## WORK TO BE COMPLETED
Without including the pictures, copy out every line below.
[[ EXCERPTED DATA, beginning ]]
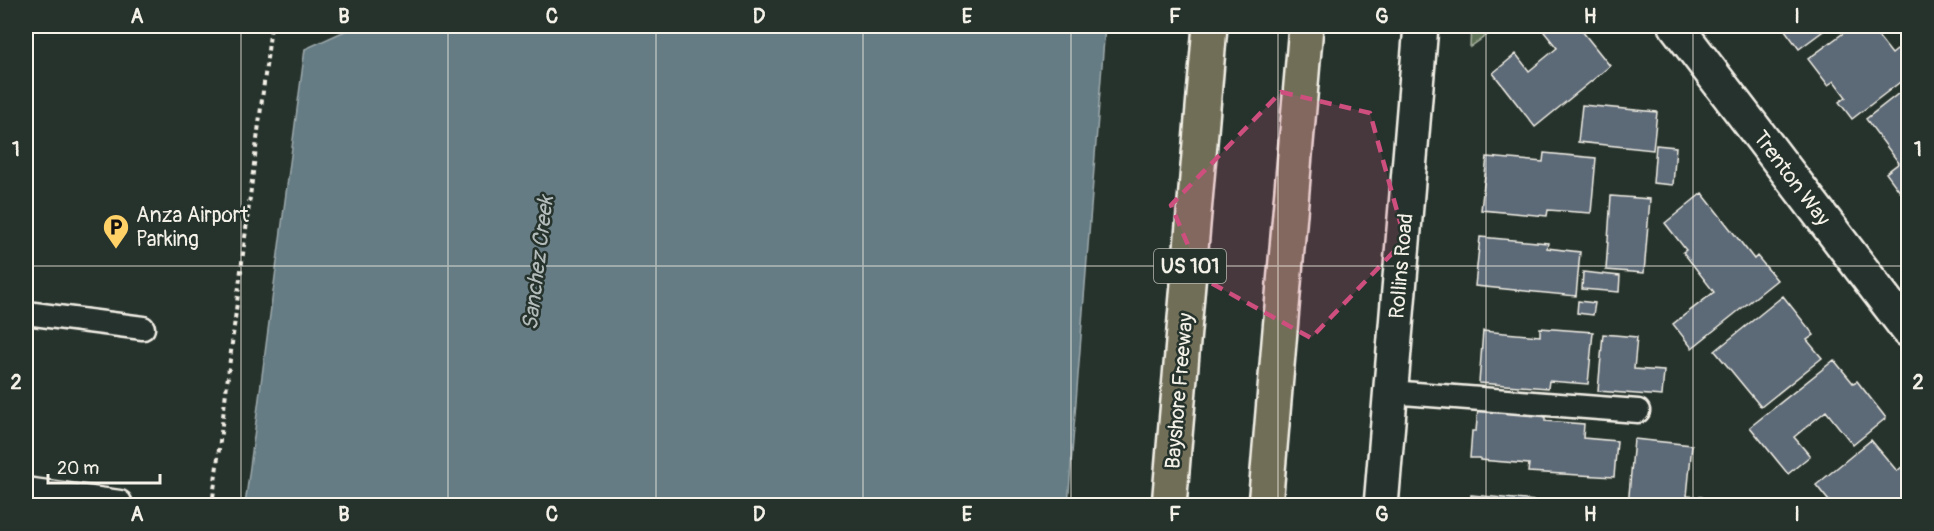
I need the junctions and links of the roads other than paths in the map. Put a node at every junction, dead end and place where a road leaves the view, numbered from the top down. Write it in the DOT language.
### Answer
graph roads {
  1 [pos="1210,26"];
  2 [pos="1306,26"];
  3 [pos="1421,26"];
  4 [pos="1676,26"];
  5 [pos="26,313"];
  6 [pos="143,328"];
  7 [pos="1908,330"];
  8 [pos="1390,392"];
  9 [pos="1638,411"];
  10 [pos="26,489"];
  11 [pos="120,502"];
  12 [pos="1169,506"];
  13 [pos="1265,506"];
  14 [pos="1381,506"];
  1 -- 12 [label="highway, Bayshore Freeway / US 101"];
  2 -- 13 [label="highway"];
  3 -- 8 [label="street, Rollins Road"];
  4 -- 7 [label="street, Trenton Way"];
  5 -- 6 [label="lane"];
  8 -- 9 [label="lane"];
  8 -- 14 [label="street, Rollins Road"];
  10 -- 11 [label="lane"];
}
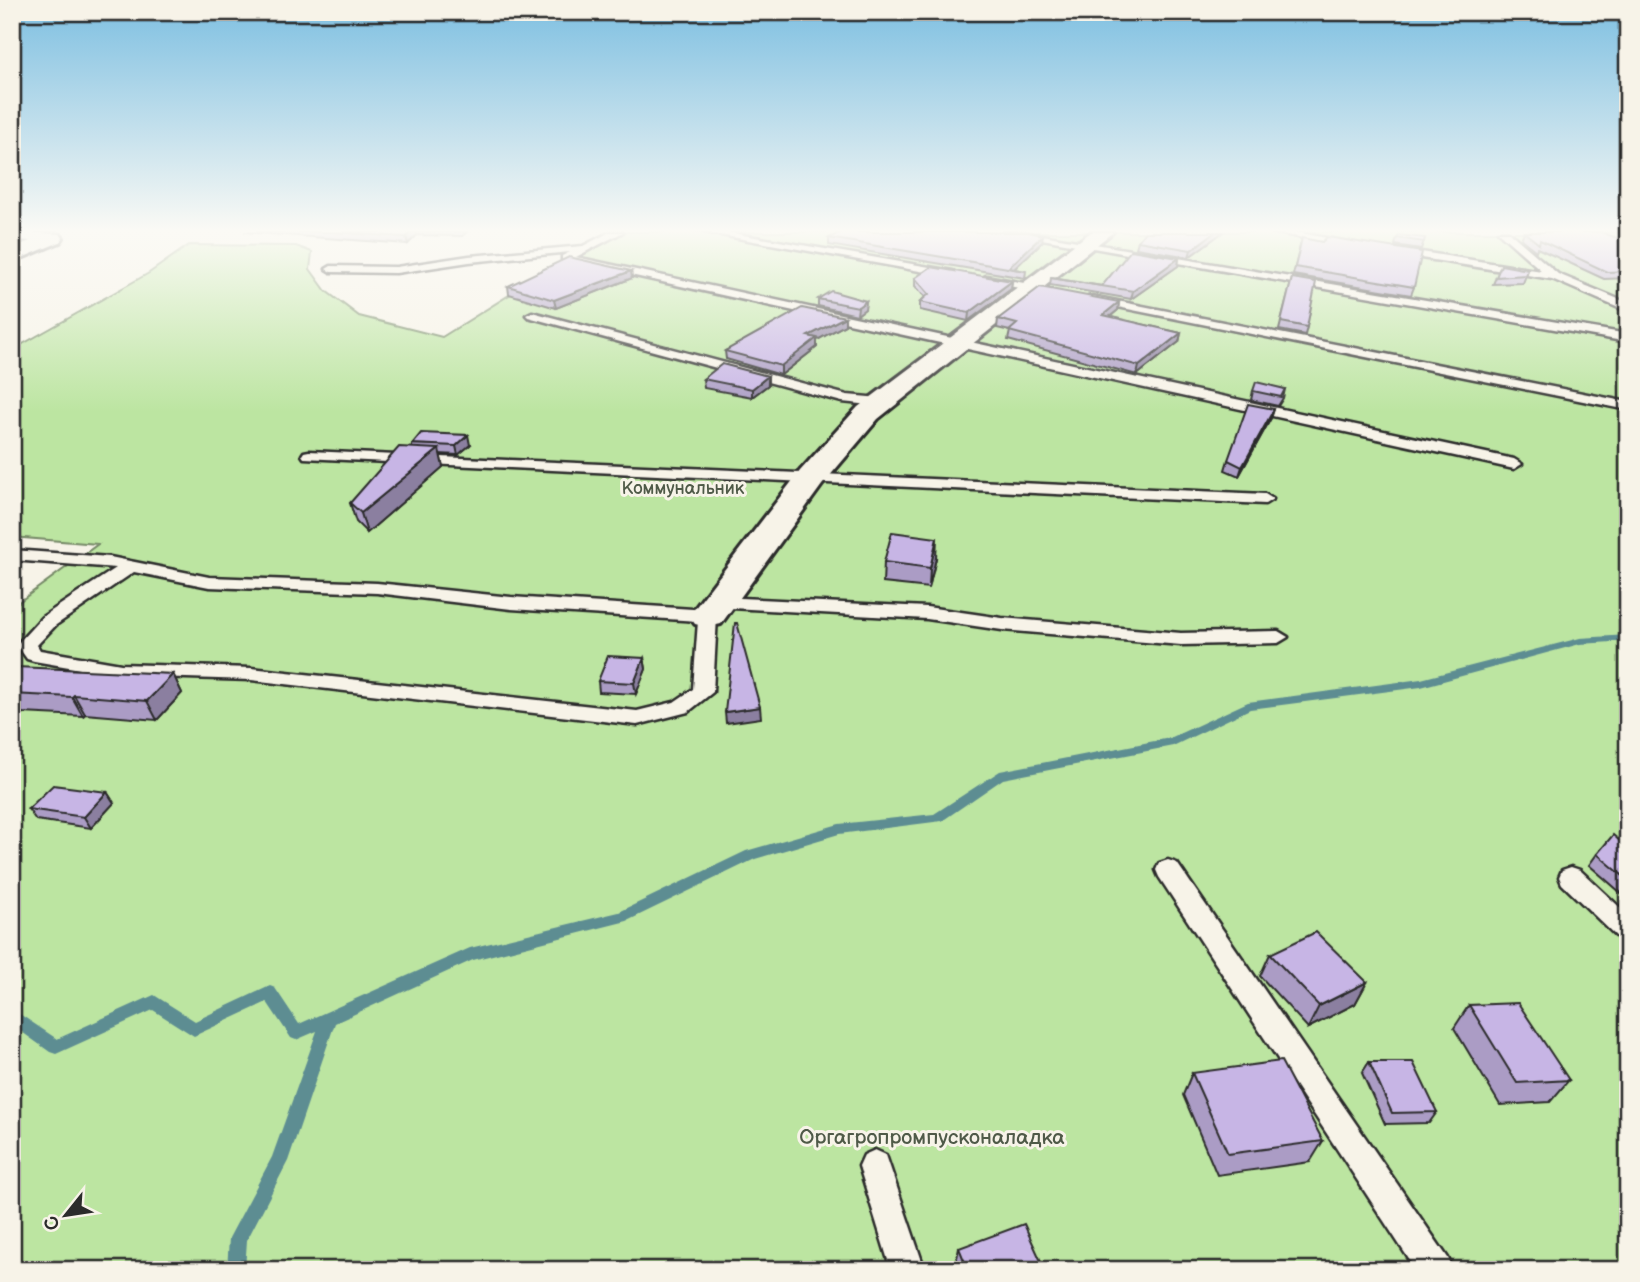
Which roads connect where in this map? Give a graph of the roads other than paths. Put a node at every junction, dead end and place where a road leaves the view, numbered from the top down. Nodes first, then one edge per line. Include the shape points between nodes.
[[ EXCERPTED DATA, end ]]
## FINISHED EXERCISE
I need the junctions and links of the roads other than paths in the map. Put a node at every junction, dead end and place where a road leaves the view, numbered from the top down. Write it in the DOT language.
### Answer
graph roads {
  1 [pos="1210,26"];
  2 [pos="1306,26"];
  3 [pos="1421,26"];
  4 [pos="1676,26"];
  5 [pos="26,313"];
  6 [pos="143,328"];
  7 [pos="1908,330"];
  8 [pos="1390,392"];
  9 [pos="1638,411"];
  10 [pos="26,489"];
  11 [pos="120,502"];
  12 [pos="1169,506"];
  13 [pos="1265,506"];
  14 [pos="1381,506"];
  1 -- 12 [label="highway, Bayshore Freeway / US 101"];
  2 -- 13 [label="highway"];
  3 -- 8 [label="street, Rollins Road"];
  4 -- 7 [label="street, Trenton Way"];
  5 -- 6 [label="lane"];
  8 -- 9 [label="lane"];
  8 -- 14 [label="street, Rollins Road"];
  10 -- 11 [label="lane"];
}
Which roads connect where in this map? Give a graph of the roads other than paths. Put a node at every junction, dead end and place where a road leaves the view, numbered from the top down. Nodes first, then one edge per line. Include the shape points between nodes.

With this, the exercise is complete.